Search code examples
algorithmlistdiffedit-distance

How to determine differences in two lists of data


This is an exercise for the CS guys to shine with the theory.

Imagine you have 2 containers with elements. Folders, URLs, Files, Strings, it really doesn't matter.

What is AN algorithm to calculate the added and the removed?

Notice: If there are many ways to solve this problem, please post one per answer so it can be analysed and voted up.

Edit: All the answers solve the matter with 4 containers. Is it possible to use only the initial 2?


Solution

  • Assuming you have two lists of unique items, and the ordering doesn't matter, you can think of them both as sets rather than lists

    If you think of a venn diagram, with list A as one circle and list B as the other, then the intersection of these two is the constant pool.

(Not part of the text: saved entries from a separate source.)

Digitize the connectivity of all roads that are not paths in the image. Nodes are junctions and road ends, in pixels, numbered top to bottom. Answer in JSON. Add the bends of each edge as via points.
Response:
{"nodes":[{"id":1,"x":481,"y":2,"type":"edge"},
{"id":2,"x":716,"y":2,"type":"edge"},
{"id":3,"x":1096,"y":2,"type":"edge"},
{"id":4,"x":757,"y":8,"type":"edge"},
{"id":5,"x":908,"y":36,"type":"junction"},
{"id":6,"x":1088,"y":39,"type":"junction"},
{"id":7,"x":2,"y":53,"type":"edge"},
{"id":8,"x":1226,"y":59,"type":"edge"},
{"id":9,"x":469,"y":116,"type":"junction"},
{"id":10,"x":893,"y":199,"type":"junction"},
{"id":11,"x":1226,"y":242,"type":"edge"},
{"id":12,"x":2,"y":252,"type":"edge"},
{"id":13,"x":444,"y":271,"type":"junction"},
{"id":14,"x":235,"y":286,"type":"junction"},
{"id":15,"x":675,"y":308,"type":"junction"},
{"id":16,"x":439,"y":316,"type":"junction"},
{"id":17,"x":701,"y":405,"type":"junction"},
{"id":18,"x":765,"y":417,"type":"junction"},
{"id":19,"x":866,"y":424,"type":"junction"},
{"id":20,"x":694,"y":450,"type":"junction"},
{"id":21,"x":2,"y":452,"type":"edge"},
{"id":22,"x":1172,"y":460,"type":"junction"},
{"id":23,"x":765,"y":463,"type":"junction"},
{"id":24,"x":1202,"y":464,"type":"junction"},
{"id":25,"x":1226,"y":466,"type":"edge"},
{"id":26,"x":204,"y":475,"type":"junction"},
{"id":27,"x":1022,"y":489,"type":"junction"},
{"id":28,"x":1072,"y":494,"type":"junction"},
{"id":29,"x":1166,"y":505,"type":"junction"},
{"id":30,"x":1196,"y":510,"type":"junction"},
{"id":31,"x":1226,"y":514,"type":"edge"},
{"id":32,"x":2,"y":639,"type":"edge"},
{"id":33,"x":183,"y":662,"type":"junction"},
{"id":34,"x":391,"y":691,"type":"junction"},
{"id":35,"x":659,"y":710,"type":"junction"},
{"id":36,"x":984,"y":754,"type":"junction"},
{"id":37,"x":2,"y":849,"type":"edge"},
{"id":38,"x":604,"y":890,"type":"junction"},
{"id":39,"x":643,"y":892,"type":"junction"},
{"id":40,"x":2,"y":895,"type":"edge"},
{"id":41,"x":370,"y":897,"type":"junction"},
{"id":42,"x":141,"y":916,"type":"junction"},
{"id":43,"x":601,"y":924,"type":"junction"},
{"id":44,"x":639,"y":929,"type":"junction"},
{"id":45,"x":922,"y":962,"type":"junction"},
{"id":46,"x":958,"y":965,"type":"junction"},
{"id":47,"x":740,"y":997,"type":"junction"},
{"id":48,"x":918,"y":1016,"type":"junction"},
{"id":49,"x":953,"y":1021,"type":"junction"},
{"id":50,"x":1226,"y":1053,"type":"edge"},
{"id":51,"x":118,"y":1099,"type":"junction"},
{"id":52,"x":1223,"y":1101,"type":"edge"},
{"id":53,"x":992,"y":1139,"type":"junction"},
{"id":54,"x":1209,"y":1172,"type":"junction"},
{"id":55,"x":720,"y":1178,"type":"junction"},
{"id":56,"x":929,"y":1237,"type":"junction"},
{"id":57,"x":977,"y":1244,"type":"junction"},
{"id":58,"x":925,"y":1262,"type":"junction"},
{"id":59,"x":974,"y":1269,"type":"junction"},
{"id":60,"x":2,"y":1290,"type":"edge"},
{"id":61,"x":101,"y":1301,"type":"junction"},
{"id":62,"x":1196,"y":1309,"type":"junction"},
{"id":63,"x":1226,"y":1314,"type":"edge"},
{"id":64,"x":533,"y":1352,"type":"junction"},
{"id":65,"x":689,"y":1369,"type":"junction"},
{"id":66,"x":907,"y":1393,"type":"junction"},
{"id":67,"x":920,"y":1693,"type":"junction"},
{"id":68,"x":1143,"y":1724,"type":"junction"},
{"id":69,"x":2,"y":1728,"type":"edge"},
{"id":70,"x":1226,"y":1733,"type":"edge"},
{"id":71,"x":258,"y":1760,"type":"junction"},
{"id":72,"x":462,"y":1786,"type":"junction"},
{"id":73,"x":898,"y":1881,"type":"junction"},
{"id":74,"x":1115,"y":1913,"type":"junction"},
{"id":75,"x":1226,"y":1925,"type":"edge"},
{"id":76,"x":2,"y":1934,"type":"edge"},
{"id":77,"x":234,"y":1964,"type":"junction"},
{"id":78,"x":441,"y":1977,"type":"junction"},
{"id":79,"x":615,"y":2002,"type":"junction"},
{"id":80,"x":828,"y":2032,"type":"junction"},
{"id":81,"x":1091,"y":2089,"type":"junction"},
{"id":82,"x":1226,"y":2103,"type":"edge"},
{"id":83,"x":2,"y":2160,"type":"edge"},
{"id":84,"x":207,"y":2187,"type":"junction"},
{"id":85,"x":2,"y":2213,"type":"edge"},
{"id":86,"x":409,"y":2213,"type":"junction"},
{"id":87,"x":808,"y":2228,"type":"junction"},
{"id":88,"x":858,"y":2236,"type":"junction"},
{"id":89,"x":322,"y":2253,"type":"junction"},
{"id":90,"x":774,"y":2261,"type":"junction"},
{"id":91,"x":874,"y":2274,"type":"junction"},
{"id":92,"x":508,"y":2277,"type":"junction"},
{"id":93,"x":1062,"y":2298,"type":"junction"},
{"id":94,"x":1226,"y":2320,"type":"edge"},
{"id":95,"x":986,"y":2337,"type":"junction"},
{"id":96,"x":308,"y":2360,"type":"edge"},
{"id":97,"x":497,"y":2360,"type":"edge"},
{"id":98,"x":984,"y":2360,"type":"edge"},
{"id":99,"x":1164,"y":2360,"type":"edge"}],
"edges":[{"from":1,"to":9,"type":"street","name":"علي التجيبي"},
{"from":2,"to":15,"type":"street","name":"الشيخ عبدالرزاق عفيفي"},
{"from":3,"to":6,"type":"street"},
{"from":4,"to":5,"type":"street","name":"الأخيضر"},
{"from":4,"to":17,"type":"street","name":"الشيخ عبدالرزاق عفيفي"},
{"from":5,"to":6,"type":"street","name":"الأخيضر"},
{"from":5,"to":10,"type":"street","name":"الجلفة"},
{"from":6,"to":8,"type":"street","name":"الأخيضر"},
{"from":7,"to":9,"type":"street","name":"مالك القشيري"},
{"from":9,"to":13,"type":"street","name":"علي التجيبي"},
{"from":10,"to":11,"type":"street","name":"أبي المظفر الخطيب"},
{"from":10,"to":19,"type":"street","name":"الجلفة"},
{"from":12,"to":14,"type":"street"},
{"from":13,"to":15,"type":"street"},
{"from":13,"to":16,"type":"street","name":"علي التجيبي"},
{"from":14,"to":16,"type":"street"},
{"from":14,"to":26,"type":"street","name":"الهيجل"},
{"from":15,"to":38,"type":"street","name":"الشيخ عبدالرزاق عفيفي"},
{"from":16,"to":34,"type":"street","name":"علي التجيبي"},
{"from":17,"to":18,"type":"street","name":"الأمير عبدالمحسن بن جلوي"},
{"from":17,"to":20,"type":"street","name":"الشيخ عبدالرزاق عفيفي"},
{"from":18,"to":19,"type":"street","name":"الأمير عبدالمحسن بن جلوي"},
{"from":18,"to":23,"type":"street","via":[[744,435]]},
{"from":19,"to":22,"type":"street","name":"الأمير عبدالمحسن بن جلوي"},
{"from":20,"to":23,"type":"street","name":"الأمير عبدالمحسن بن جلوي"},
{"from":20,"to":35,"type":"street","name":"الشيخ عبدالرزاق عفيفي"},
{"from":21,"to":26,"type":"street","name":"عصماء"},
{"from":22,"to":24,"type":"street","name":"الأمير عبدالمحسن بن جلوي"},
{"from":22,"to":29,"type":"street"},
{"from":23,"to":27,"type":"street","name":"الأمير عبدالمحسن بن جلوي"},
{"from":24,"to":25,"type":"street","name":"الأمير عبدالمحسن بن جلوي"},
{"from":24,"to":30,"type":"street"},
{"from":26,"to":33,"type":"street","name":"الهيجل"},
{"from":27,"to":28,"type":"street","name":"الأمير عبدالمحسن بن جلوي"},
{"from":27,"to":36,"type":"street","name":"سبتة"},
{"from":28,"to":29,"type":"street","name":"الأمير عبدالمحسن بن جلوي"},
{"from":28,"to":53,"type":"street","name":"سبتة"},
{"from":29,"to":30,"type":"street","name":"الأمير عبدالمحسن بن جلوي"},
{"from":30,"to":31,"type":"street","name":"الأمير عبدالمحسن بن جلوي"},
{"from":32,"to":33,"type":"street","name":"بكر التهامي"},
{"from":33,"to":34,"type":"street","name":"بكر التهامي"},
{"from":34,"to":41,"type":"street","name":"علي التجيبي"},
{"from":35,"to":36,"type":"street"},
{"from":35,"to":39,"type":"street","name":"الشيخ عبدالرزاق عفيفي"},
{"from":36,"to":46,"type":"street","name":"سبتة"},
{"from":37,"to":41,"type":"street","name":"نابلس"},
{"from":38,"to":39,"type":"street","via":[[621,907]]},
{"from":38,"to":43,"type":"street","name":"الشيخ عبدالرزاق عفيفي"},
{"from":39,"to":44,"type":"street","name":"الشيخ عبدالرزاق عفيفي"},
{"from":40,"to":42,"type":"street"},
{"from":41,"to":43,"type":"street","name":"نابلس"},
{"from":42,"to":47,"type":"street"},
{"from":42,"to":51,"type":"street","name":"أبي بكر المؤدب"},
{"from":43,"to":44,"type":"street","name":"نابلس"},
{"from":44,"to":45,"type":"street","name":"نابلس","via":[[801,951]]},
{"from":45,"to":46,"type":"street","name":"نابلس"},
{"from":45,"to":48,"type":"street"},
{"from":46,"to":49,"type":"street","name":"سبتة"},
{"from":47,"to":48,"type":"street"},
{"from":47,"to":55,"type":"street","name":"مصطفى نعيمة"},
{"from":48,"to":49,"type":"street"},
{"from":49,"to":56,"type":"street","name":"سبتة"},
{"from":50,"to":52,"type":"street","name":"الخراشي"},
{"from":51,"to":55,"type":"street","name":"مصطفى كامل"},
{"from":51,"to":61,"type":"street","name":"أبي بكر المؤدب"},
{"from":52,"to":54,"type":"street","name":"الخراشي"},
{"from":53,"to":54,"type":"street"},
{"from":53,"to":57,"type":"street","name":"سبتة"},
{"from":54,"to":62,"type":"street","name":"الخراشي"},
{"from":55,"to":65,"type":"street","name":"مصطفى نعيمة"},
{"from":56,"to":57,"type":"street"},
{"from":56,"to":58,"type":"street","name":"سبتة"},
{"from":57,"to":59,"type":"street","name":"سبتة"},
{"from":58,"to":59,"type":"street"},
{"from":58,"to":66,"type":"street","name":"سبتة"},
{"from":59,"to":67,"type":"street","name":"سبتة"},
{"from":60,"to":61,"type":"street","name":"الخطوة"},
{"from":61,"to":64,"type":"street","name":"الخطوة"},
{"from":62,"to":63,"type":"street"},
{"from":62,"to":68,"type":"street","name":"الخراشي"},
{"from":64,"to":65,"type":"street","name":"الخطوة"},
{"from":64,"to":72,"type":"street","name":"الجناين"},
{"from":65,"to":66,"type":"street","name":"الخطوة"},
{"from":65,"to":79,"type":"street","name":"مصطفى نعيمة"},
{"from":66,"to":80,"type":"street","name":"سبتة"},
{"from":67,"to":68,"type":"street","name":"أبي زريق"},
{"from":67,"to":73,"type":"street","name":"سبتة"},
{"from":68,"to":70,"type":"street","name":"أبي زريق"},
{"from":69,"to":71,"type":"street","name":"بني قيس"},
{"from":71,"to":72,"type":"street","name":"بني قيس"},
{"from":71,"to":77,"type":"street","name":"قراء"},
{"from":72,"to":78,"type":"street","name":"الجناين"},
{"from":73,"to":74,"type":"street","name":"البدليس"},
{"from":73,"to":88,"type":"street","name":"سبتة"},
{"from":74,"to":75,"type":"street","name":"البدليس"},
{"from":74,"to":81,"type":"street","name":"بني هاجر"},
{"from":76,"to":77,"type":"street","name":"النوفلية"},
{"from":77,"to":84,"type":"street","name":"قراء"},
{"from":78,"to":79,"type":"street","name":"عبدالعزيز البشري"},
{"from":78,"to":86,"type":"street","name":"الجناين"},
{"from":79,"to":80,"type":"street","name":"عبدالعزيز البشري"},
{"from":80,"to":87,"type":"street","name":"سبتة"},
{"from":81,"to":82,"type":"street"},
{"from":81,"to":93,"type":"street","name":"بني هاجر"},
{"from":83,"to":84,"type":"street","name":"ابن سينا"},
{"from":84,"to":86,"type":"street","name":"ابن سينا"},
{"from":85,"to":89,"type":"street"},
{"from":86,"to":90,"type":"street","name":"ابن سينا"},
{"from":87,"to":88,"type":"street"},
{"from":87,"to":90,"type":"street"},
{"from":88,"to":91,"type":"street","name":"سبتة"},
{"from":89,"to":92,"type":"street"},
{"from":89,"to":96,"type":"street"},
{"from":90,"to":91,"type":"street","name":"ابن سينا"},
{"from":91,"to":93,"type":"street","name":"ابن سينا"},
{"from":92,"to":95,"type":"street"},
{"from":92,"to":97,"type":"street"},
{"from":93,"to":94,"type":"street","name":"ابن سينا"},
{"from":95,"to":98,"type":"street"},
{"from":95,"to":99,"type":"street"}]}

    Remove all the elements in this intersection from both A and B, and and anything left in A has been deleted, whilst anything left in B has been added.

    So, iterate through A looking for each item in B. If you find it, remove it from both A and B

    Then A is a list of things that were deleted, and B is a list of things that were added

    I think...

    [edit] Ok, with the new "only 2 container" restriction, the same still holds:

    foreach( A ) { 
      if( eleA NOT IN B ) {
        DELETED
      }
    }
    foreach( B ) {
      if( eleB NOT IN A ) {
        ADDED
      }
    }
    

    Then you aren't constructing a new list, or destroying your old ones...but it will take longer as with the previous example, you could just loop over the shorter list and remove the elements from the longer. Here you need to do both lists

    An I'd argue my first solution didn't use 4 containers, it just destroyed two ;-)